Protein Expression – A signal Something is Wrong
A few months ago, we had a succession of proteins we thought should be well expressed following secretion from the HEK293-6E cell system we use. However, expression was significantly below what we expected making it difficult to supply protein for biophysical or crystallographic studies. We wondered if the HEK cells had reached too high a passage number or if there was a problem with the cell culture medium but a positive expression control protein construct, we always use looked fine. Perhaps plasmid quality was poor so we remade the positive control DNA alongside the misbehaving constructs. The positive control again worked fine but the mis-behaving constructs didn’t.
We then came across a paper by Gülin Güler-Gane et. al., 2016 that described the influence of different amino acids at the +1 position after the signal peptide showing that certain amino acid residues cysteine (C), proline (P), tyrosine (Y) and glutamine (Q) can be detrimental, and that inserting an alanine can sometimes fix these problems. Some but not all of our constructs did have a Q at position +1.
Two other observations occurred to us. Firstly, we often, but not always, use a generic mammalian signal peptide of Ig kappa (Igk) and wondered if the native signal peptide might be preferred. Secondly, we knew from literature precedent that one construct starting signal peptide-6His-protein should be successful whereas our construct was IgK-6His-Avi-TEV-protein was not. We wondered if the presence of the TEV and/or Avitag might be the issue. Addressing these issues yielded mixed results with no obvious fix-all solution. Below are project examples where we tried to address expression of the different secreted proteins.
Additional alanines after the signal sequence did not help expression
Out of 4 large viral glycoproteins we expressed, two proteins from the betacoronavirus family expressed well and two from the alphacoronavirus family did not express well, with one in particular giving very poor yields; this particular construct had a Q at +1. We tested out the +1 position hypothesis and inserted either 1 or 2 alanines after the Ig K signal peptide and additionally, we tested the native signal peptide. No improvement in the yield of expressed protein was seen, suggesting that the poor expression was not due to the signal peptide per se but some unknown structural or biological function of the protein that may limit its recombinant expression.
Changing to the native signal peptide can make a difference.
We expressed a chemokine where we initially use our standard Igk signal peptide but surprisingly obtained poor expression. The signal peptide was then switched to the native signal peptide; this improved expression ~ 10-fold compared to Igk.
In a second example of a secreted receptor, we compared the native and Igk signal peptides with 1 or 2 Ala inserted. In this case the native signal peptide gave ~3-fold improvement in expression but inserting alanine again gave no additional improvements.
Additional tag sequences can dramatically reduce expression of a secreted protein.
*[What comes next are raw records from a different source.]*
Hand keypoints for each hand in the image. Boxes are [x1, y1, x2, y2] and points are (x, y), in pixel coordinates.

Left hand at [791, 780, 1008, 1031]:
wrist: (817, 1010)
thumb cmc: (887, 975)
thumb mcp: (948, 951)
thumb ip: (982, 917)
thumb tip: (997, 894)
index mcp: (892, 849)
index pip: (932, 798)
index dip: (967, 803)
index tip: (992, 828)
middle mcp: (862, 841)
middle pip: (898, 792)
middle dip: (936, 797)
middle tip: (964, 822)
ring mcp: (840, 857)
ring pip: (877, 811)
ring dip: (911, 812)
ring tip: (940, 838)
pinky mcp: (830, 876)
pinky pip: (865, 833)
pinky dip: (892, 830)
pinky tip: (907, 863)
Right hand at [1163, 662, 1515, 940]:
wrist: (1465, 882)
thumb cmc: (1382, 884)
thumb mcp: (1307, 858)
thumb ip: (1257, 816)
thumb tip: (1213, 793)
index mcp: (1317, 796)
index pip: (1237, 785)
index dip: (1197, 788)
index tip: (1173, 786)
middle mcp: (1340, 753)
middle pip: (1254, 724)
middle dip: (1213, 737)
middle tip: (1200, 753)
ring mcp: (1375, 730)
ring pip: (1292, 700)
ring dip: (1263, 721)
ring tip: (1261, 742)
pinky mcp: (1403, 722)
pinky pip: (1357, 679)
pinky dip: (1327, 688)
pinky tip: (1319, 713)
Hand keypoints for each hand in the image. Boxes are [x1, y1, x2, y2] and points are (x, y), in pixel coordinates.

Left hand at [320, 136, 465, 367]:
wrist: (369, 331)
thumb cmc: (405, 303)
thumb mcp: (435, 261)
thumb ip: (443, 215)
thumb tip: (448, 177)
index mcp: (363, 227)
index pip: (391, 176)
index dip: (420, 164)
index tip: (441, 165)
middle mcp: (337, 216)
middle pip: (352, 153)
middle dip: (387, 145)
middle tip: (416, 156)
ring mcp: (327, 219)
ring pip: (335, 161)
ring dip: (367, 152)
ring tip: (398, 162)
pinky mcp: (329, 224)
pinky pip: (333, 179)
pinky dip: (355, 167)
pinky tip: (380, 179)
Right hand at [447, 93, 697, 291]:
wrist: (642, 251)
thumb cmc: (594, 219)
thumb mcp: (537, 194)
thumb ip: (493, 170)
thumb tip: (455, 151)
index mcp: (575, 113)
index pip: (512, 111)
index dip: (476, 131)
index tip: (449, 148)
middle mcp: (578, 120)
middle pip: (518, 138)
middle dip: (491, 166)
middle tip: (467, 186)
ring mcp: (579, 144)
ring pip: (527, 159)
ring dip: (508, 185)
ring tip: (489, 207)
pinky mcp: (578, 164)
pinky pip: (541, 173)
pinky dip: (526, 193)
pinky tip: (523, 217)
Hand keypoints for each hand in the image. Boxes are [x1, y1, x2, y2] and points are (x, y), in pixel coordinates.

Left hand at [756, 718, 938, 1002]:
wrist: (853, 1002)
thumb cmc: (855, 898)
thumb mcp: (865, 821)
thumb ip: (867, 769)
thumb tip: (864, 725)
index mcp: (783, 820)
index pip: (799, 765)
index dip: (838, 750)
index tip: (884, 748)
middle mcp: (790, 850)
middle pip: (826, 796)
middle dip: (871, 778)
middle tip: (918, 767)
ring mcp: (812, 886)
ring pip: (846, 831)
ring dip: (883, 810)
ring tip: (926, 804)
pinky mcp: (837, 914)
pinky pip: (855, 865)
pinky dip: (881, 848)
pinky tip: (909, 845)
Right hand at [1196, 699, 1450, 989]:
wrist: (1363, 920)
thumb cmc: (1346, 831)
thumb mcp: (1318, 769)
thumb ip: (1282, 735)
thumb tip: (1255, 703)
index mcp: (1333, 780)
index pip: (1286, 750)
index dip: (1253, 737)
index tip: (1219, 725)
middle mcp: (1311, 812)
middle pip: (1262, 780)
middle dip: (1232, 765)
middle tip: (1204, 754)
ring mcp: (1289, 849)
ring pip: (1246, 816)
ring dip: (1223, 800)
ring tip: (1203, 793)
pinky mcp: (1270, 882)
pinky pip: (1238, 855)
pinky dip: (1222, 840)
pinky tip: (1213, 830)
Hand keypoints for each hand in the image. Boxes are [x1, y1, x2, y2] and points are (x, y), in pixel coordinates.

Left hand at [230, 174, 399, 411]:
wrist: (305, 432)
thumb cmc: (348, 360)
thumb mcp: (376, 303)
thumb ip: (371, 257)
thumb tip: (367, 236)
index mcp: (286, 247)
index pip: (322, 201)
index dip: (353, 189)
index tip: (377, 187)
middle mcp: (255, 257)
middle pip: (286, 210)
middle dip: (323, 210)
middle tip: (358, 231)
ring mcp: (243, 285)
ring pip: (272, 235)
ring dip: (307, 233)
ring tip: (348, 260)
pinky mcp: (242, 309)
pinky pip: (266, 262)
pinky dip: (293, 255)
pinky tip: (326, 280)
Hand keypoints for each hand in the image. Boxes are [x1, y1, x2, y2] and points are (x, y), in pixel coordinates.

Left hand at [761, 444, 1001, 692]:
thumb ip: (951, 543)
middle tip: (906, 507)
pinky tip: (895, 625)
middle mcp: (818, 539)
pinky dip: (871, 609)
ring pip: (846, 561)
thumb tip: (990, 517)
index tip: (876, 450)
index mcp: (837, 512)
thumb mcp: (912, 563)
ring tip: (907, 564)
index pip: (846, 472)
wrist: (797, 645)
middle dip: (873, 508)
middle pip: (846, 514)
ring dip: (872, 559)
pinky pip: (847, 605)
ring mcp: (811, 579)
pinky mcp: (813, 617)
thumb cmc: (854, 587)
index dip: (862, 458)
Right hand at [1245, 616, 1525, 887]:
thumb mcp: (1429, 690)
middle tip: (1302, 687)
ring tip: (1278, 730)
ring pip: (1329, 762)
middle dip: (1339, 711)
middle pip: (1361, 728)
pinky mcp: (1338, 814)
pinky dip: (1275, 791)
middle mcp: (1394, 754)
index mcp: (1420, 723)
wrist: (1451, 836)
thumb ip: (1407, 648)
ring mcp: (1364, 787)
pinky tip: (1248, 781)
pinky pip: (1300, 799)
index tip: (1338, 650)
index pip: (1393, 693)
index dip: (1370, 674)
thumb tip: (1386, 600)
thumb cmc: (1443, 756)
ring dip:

In this example, we wondered whether the insertion of a TEV and/or Avi sequence at the N-terminus after the Igk was causing expression problems. In two separate experiments, the 6His-Avi-TEV construct expressed at very poor levels of ~50 µg/L whereas a positive control protein expressed well. While still retaining the Igk, we examined N-terminal 10His-TEV and 6His tags. Both these new constructs expressed at levels approaching 50 mg/L, almost 3 orders of magnitude better than the original construct, suggesting the Avi tag was the problem. 10His immobilisation for SPR studies was successfully used by the client as an alternative to Avi-tagged biotinylated protein.
So what did we learn?
Unsurprisingly, with working with proteins, our conclusions are mixed. In agreement with by Gülin Güler-Gane et. al., 2016 we see that both the signal peptide and mature protein sequence are important for recombinant expression. Inserting alanine did not work for us with these proteins but we did see a detrimental effect in one case from the mature protein sequence through using additional tag sequences. We did observe dramatic improvements in some cases however from changing our standard signal peptide to the native sequence. This indicates that in some cases the natural protein sequence is preferential to our engineered IgK sequence which is typically used because of its high secretion properties.
These results further emphasise that proteins are very much individual molecules and recombinant protein production has to be tailored to each protein. Here at Peak Proteins, we have a wealth of experience in expressing and purifying proteins and treat each bespoke protein we make with a research-based approach, as exemplified above, to ensure protein are produced to meet our clients’ project needs.